### EXERCISE REQUIREMENTS
Find every line in the entries that holds the string "Logaer" and report it.

[[ MATERIAL FOR THIS TASK open ]]

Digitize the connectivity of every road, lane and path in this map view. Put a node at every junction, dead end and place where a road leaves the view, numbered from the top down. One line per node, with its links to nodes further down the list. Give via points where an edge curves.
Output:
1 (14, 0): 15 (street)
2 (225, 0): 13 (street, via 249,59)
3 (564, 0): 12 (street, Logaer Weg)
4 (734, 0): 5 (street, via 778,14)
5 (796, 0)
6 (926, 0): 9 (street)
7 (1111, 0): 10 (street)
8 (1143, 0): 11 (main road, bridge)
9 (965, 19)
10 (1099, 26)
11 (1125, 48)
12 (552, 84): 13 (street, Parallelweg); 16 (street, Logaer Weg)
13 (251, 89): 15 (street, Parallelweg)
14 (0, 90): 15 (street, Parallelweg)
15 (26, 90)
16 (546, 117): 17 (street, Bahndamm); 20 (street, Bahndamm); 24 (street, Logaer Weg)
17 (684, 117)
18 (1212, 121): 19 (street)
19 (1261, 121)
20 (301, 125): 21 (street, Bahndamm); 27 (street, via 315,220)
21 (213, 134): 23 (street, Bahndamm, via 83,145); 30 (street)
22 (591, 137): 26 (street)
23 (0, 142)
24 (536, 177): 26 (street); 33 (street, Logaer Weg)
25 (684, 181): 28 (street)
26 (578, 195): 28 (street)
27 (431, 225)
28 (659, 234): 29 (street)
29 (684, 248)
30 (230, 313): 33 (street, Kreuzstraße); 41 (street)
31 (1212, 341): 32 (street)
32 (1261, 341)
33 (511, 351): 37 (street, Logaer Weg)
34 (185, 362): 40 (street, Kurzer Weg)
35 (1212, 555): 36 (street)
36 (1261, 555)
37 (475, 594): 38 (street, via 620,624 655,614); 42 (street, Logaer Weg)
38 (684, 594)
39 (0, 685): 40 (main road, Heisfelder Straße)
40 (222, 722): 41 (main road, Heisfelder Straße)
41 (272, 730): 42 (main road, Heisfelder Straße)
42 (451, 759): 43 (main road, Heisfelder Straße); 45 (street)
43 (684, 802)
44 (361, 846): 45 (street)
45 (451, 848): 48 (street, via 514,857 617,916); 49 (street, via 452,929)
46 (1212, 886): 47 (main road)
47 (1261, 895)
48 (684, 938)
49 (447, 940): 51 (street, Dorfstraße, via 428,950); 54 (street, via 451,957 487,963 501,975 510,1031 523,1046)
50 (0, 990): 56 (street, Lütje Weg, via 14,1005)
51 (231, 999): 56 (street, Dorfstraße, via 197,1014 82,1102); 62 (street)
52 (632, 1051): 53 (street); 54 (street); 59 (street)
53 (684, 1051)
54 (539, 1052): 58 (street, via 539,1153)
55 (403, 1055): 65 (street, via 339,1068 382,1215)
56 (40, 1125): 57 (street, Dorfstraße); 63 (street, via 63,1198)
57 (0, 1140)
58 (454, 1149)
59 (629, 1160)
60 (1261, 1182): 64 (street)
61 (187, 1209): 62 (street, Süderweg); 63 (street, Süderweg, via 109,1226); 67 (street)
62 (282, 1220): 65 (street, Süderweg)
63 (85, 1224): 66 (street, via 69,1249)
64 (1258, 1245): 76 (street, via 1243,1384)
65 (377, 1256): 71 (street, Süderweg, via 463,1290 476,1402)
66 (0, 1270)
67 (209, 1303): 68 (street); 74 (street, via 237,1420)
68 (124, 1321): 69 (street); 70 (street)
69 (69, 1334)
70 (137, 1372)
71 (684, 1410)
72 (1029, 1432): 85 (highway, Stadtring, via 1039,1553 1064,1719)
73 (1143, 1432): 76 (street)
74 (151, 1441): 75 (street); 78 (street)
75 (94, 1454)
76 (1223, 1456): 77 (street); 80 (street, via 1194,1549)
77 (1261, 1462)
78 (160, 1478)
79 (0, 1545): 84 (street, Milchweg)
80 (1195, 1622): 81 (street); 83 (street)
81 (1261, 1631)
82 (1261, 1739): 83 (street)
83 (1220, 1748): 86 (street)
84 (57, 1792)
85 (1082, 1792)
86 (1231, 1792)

[[ MATERIAL FOR THIS TASK closed ]]

### YOUR RESPONSE
3 (564, 0): 12 (street, Logaer Weg)
12 (552, 84): 13 (street, Parallelweg); 16 (street, Logaer Weg)
16 (546, 117): 17 (street, Bahndamm); 20 (street, Bahndamm); 24 (street, Logaer Weg)
24 (536, 177): 26 (street); 33 (street, Logaer Weg)
33 (511, 351): 37 (street, Logaer Weg)
37 (475, 594): 38 (street, via 620,624 655,614); 42 (street, Logaer Weg)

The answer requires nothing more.